• PROMPT:
The number of lines holding the string "Eisenhower" is all that is wanted; count them in the records below.

*** DATASET EXTRACT ***

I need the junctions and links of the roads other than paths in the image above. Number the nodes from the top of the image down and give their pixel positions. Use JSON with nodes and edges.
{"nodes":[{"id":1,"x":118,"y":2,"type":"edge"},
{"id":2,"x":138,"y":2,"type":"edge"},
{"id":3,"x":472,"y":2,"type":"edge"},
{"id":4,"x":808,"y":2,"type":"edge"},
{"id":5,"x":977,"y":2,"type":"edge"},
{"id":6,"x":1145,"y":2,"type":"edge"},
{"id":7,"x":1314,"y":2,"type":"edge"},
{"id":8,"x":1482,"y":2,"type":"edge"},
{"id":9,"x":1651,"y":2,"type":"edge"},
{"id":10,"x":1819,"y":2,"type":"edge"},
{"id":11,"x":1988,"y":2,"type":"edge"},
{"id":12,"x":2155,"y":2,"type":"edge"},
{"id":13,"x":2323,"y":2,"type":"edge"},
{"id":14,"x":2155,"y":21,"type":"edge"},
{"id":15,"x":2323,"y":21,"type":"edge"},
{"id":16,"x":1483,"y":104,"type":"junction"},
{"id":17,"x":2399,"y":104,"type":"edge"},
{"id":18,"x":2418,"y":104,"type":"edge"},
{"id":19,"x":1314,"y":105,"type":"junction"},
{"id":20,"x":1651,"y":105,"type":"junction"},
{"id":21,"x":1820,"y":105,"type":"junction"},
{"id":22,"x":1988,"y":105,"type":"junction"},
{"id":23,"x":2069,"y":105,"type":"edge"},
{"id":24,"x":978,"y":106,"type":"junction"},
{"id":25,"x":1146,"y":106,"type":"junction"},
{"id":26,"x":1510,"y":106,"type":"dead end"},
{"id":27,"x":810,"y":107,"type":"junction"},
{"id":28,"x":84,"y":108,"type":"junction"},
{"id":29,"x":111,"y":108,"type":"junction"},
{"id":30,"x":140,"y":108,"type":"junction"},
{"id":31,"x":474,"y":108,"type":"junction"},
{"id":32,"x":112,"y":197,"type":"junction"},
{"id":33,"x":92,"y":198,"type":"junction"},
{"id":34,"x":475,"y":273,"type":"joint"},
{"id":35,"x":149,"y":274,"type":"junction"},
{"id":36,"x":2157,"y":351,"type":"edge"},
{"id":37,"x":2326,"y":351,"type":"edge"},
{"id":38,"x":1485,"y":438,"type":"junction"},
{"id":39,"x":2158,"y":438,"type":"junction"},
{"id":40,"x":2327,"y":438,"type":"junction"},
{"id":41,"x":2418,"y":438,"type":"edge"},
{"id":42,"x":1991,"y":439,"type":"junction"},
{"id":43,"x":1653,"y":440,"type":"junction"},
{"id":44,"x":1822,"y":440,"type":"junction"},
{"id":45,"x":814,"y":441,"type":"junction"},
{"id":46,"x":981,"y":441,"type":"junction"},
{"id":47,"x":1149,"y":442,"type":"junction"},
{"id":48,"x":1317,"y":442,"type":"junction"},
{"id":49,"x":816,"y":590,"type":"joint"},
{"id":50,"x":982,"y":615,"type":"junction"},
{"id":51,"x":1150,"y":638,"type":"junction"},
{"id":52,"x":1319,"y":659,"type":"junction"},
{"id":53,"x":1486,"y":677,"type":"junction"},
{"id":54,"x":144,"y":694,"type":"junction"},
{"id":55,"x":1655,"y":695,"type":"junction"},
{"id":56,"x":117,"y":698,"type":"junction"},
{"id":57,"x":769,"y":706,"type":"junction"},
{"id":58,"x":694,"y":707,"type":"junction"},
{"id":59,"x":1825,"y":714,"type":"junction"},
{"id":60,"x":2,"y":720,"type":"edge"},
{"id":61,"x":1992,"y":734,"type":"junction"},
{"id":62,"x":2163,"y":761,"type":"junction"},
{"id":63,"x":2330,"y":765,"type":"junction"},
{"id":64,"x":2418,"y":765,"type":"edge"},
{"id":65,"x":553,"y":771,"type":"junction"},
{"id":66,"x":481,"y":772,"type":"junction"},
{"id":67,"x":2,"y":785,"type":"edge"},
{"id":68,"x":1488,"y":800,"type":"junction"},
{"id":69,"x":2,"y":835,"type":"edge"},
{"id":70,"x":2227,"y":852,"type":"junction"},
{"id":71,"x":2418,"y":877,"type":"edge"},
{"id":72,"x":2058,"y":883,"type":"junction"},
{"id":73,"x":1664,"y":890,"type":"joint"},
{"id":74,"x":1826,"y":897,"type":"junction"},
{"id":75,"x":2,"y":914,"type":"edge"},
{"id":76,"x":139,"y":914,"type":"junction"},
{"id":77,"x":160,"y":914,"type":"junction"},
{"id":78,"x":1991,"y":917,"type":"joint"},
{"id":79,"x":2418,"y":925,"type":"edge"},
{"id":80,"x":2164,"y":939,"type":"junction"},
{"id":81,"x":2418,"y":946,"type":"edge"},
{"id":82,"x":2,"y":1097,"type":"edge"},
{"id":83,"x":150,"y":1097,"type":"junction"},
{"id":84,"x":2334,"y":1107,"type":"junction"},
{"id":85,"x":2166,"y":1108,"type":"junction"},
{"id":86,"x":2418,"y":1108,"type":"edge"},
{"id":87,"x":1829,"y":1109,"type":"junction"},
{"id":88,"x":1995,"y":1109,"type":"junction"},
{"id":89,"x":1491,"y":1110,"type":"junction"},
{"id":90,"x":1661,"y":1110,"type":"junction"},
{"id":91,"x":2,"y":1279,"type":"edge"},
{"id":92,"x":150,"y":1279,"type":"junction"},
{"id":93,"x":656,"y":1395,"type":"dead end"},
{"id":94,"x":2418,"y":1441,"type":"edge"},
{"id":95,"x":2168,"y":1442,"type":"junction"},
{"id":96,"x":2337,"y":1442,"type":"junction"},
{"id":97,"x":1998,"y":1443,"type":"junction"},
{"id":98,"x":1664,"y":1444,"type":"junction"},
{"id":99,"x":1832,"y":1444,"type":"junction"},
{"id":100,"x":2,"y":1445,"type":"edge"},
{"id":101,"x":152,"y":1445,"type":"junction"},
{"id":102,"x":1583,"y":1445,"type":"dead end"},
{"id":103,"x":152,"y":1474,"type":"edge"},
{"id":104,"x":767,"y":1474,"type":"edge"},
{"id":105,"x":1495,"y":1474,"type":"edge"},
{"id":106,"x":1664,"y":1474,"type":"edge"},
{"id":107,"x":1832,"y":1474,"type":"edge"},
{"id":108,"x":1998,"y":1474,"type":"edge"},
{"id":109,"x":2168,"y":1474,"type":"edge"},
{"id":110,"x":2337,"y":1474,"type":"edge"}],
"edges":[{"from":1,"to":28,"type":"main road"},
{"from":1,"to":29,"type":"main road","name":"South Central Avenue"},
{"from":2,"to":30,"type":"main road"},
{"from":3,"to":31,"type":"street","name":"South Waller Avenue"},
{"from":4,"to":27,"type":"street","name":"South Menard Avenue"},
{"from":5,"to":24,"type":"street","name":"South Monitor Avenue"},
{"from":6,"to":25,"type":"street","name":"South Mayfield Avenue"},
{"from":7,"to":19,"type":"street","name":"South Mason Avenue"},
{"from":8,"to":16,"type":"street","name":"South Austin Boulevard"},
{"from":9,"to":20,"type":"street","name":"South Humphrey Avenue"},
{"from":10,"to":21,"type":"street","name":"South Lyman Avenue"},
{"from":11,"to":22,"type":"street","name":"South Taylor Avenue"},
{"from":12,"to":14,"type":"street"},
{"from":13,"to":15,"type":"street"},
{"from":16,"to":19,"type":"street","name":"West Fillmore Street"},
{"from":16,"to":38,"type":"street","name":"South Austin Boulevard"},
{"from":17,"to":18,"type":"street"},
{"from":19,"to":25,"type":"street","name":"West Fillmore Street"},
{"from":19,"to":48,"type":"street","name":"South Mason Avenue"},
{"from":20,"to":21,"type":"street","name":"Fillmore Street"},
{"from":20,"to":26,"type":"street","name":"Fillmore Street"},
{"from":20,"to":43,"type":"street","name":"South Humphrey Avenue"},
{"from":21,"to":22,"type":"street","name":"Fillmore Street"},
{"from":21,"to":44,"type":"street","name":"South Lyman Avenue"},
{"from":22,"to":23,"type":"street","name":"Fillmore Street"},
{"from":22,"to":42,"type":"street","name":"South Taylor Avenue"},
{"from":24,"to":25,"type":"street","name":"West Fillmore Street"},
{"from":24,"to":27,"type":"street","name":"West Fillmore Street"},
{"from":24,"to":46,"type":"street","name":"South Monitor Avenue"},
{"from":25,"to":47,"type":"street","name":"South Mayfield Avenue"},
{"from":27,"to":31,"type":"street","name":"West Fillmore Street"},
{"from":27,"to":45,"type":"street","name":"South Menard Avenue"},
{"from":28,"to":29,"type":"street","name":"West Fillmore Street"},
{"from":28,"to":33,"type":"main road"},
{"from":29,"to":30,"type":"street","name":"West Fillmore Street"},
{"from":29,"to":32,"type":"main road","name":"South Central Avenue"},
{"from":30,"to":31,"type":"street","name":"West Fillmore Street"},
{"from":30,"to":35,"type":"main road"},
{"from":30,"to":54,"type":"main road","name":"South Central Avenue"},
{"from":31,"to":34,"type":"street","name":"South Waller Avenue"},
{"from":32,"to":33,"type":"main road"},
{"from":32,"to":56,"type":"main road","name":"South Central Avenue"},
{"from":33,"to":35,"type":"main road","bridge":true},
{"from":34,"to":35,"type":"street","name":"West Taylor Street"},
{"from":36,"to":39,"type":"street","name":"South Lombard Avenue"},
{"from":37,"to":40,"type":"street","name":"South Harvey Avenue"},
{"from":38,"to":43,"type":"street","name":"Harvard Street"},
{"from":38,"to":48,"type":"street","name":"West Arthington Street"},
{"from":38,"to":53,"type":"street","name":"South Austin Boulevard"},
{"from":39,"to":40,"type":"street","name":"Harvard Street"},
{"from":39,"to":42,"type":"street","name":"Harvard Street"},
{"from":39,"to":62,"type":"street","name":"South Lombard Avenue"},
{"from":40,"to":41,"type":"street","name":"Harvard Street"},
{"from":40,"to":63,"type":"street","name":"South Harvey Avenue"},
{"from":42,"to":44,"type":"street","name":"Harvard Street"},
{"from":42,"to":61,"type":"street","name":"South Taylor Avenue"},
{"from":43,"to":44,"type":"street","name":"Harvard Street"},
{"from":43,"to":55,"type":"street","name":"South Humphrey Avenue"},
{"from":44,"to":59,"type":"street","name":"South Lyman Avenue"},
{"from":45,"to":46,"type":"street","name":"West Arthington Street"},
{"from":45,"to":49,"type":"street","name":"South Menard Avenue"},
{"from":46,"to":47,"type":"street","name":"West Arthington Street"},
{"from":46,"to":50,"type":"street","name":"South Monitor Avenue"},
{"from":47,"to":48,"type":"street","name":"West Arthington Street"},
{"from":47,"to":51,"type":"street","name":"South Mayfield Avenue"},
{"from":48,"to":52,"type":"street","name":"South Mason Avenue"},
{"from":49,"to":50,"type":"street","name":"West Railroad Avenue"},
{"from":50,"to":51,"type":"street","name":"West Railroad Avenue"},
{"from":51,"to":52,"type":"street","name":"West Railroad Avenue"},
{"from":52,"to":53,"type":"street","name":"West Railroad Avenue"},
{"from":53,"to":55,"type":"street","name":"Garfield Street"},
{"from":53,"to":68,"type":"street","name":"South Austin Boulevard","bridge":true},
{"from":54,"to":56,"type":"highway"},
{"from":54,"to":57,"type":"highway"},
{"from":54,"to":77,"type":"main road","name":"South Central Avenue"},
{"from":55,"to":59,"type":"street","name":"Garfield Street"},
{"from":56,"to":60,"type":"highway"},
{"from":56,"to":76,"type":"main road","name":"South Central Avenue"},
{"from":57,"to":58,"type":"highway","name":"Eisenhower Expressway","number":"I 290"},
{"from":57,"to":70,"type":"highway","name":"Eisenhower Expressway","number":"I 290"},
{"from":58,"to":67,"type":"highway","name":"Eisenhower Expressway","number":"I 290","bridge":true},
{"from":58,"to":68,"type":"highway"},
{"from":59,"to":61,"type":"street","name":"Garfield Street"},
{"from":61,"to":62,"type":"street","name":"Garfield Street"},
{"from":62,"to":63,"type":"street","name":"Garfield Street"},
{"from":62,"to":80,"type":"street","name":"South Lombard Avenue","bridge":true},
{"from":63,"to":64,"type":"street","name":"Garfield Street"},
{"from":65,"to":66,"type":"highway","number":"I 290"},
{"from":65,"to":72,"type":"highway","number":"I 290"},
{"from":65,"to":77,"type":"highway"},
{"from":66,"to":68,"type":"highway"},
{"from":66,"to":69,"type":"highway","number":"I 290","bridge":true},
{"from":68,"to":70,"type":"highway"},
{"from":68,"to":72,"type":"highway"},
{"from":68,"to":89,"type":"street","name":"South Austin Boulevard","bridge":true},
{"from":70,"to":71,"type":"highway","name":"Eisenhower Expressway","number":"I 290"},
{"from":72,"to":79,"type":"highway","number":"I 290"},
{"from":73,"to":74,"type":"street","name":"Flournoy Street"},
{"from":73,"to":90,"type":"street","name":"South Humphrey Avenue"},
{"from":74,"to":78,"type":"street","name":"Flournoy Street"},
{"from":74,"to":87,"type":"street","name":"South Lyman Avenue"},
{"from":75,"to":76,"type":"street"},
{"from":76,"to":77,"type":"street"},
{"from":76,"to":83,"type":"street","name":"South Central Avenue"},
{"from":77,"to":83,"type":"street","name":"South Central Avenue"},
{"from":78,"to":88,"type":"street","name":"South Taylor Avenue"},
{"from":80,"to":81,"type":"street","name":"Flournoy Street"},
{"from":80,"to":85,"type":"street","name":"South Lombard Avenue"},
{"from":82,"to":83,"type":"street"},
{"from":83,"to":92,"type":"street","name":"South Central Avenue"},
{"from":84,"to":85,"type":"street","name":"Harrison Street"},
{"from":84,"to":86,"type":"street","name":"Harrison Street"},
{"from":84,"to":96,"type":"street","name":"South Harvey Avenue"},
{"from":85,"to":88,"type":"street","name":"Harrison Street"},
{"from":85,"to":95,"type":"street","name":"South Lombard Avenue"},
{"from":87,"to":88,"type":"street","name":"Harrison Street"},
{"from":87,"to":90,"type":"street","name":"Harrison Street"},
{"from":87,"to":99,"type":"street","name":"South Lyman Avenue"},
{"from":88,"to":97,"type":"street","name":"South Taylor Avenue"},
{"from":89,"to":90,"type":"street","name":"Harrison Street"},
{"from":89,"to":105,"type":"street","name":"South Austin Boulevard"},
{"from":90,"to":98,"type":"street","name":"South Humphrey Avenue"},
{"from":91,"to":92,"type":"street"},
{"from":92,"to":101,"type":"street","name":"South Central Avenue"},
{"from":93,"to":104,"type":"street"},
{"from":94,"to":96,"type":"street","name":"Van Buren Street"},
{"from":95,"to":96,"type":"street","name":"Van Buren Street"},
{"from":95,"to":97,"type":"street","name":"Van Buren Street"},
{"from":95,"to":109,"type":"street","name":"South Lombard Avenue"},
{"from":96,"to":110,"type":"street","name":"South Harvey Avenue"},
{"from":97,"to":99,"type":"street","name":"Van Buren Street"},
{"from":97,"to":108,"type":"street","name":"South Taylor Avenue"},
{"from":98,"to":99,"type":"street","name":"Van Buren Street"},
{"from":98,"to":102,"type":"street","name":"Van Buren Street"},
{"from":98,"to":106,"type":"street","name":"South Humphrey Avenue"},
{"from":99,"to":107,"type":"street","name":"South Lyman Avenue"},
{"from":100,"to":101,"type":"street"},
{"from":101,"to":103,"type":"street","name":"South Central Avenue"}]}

*** End of DATASET EXTRACT ***

• WRITTEN RESPONSE:
4